On August 19th, the students of Beijing fourth, sixth, and eighth middle schools held a "struggle meeting" inside the Forbidden City at which several dozen teachers were beaten so severely that one witness said they "no longer looked human". On August 24th, the Red Guards from Qinghua University middle school transported truckloads from 12 middle schools in Beijing to Qinghua campus, where they beat up administrators and professors.

The next major outburst of violence took place in 1968 during the "cleansing of the class ranks" campaign. Many teachers were detained on campus for months or years and some were again hauled out and beaten by students. Many committed suicide.

In late 1968, Mao expelled all 12 million urban youths in the three lao sanjie cohorts. Their parents had already disappeared and their children, who had been running wild, would remain in camps until the mid-1970s when Mao's grip in power slackened before his death in 1976.

Many have since made much of the hardships they suffered during the Cultural Revolution and their struggle to get an education. Song Yongyi observes that some who had been very violent during that Red August only escaped retribution through the influence of their parents. These include, he says, the children of Bo Yibo, one of the top power-brokers who backed Deng Xiaoping's reforms after he came to power in 1979. One of them, Bo Xilai, is now the governor of Liaoning province and tipped for still higher posts.

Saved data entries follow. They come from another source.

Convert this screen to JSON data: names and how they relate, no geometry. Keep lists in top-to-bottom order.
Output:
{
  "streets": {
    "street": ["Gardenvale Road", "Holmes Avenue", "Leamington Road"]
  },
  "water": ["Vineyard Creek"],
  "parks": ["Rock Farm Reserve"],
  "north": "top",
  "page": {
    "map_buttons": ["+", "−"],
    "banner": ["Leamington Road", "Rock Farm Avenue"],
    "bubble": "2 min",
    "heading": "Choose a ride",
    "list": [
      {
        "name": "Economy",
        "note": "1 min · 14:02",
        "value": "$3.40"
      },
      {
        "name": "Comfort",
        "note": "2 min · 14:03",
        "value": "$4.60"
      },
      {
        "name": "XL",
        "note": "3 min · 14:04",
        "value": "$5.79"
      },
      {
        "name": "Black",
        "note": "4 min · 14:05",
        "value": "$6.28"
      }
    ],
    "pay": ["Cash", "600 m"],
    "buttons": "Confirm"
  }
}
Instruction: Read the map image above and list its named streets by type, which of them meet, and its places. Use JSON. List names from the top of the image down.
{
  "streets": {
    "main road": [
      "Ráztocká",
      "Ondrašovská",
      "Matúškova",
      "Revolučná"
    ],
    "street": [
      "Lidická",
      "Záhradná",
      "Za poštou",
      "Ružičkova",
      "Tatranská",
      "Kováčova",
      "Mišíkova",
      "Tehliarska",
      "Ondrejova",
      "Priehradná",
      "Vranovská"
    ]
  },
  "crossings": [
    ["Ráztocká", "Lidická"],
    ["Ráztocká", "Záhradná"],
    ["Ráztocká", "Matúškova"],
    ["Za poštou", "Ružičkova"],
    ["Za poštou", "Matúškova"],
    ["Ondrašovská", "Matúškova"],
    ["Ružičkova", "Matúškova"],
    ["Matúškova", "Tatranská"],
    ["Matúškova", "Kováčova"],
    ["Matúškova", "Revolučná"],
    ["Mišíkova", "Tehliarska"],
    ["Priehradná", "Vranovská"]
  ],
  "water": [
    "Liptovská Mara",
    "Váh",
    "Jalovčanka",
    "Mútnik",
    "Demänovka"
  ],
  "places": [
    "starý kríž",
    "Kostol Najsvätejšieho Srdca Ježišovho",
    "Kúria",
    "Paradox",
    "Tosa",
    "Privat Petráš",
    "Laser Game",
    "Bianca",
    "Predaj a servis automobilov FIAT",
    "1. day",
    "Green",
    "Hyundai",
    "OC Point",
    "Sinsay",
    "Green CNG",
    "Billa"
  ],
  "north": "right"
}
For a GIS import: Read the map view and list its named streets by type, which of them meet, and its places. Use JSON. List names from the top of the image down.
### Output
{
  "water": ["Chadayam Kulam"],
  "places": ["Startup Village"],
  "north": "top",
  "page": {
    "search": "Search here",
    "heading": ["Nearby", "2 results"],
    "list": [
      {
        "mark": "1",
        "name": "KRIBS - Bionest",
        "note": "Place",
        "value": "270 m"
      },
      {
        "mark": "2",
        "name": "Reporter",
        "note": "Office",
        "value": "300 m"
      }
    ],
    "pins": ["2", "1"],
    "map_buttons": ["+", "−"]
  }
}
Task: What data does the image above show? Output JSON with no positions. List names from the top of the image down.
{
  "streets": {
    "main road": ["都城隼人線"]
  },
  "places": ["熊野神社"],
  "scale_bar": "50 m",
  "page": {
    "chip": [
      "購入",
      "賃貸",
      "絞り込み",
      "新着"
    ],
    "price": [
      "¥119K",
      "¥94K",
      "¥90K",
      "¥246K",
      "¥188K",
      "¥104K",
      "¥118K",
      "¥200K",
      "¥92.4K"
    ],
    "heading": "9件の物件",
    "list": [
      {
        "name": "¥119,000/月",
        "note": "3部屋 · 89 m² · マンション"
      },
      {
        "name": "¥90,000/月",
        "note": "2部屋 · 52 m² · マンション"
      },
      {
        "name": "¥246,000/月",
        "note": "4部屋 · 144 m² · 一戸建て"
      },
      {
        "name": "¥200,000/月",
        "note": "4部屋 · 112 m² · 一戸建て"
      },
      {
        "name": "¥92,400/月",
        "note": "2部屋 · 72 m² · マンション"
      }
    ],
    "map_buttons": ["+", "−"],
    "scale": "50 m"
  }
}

After 1979, the party was flooded with accusatory letters naming those who deserved punishment for their violent acts. "There were double standards. Those with the right family connections could escape," Song says. One of the party's kingmakers, Chen Yun, bluntly declared that the sons and daughters of the leadership had to be protected because they must become "our revolutionary successors".

The party's determination to bury the painful past leaves many as angry as ever. "First they deleted the names of the victims, then they downgraded the crimes so the perpetrators had no need to apologise," says Dr Wang.

Earlier this year, China imprisoned 70-year old Professor Wang Daqi for "inciting the overthrow of state power" for publishing, among other things, an article "On the 35th Anniversary of the Cultural Revolution".

The legacy of the Cultural Revolution is unlikely to haunt the new generation as the Tiananmen bloodshed in 1989 casts a shadow on the generation of leaders now bowing out.